(Dataset entries)

::::::::

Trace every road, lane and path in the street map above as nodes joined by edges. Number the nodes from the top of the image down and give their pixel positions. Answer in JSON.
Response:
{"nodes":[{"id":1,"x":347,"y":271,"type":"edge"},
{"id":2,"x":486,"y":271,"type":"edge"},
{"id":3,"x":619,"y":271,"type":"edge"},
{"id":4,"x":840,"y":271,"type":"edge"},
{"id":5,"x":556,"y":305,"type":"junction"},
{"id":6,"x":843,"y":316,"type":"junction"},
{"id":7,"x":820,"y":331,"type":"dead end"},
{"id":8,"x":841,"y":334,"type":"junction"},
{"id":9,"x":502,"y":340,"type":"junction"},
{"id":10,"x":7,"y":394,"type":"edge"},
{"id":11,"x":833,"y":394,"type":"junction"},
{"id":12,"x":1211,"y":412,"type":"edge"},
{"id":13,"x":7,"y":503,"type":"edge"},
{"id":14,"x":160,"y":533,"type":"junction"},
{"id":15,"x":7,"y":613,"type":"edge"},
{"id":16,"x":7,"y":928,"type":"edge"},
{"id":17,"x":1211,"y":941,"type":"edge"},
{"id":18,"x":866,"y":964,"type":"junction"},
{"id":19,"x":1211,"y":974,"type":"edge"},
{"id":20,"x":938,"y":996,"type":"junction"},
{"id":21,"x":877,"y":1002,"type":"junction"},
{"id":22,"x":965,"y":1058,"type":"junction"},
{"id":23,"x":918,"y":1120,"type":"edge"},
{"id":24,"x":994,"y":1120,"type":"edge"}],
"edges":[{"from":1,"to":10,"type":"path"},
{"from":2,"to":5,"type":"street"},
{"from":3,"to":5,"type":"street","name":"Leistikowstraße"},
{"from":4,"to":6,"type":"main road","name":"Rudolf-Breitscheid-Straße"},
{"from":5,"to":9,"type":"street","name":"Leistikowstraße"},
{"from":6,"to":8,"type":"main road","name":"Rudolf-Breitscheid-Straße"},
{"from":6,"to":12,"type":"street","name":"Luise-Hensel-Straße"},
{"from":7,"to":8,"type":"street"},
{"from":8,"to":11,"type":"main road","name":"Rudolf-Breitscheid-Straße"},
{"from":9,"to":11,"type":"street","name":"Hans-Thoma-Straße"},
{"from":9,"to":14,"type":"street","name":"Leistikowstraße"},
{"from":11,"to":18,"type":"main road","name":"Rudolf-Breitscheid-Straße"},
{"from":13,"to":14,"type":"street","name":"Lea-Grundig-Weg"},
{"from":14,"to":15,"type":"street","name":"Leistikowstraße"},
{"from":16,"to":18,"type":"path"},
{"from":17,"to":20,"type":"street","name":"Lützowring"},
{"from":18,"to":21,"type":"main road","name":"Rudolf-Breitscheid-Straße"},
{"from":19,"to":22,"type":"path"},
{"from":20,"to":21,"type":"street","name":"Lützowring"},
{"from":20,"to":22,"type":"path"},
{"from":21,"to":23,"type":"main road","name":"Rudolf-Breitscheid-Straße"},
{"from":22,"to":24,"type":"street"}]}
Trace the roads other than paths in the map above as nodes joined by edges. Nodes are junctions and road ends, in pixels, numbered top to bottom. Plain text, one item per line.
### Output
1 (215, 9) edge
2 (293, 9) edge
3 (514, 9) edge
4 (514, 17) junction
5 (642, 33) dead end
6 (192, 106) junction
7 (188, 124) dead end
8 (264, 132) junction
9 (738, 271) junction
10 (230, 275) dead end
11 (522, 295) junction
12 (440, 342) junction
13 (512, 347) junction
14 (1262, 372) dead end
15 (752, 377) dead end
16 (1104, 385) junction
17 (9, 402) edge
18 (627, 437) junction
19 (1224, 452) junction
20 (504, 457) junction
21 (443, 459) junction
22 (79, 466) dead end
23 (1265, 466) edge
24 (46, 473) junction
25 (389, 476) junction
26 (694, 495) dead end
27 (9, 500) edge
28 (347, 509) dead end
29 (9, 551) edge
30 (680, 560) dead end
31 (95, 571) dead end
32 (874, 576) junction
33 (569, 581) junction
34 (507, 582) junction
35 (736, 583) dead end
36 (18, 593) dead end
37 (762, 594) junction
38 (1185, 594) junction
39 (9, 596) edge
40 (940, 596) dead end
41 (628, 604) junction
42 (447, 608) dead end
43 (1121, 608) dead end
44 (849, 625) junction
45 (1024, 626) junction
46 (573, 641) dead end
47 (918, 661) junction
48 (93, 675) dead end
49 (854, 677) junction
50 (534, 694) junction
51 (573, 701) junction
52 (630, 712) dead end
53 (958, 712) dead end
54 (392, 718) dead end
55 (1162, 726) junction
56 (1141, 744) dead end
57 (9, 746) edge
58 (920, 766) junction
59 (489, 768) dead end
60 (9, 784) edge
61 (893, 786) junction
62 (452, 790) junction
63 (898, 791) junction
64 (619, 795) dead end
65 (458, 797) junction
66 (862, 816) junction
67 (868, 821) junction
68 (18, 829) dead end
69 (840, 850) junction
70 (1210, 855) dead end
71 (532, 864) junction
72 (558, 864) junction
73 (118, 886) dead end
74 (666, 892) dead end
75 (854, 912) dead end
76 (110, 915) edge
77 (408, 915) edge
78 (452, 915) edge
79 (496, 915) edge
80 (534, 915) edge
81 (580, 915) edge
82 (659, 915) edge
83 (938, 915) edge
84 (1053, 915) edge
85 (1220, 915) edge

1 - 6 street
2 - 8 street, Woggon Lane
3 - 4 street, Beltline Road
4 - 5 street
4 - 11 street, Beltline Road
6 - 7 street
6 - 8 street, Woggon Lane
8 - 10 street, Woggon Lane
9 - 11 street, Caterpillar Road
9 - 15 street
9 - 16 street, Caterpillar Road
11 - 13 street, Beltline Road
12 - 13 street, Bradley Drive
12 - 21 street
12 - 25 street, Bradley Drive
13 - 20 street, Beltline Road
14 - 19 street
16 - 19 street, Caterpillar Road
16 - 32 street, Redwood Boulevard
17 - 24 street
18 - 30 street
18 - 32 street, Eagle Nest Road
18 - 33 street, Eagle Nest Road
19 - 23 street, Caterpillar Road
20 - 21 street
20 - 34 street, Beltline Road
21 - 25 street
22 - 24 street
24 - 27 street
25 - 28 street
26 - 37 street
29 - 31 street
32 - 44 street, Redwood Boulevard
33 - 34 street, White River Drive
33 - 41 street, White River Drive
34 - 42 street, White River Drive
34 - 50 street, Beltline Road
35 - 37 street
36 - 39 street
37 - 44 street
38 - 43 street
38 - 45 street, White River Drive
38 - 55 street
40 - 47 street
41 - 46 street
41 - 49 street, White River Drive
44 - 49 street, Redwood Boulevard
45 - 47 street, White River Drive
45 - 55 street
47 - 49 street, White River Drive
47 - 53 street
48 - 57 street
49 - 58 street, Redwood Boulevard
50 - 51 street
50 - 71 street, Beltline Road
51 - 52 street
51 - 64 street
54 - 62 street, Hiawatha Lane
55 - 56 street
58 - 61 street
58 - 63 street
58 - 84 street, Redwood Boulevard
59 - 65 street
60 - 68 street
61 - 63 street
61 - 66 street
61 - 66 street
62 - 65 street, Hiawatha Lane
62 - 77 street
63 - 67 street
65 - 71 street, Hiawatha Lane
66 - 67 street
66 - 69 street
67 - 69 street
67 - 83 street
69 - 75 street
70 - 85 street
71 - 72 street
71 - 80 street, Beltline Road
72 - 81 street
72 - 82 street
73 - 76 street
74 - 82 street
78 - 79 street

::::::::

• [THE PROBLEM] The answer must consist of every line above that contains the word "Eagle".

• [TASK RESPONSE]
18 - 32 street, Eagle Nest Road
18 - 33 street, Eagle Nest Road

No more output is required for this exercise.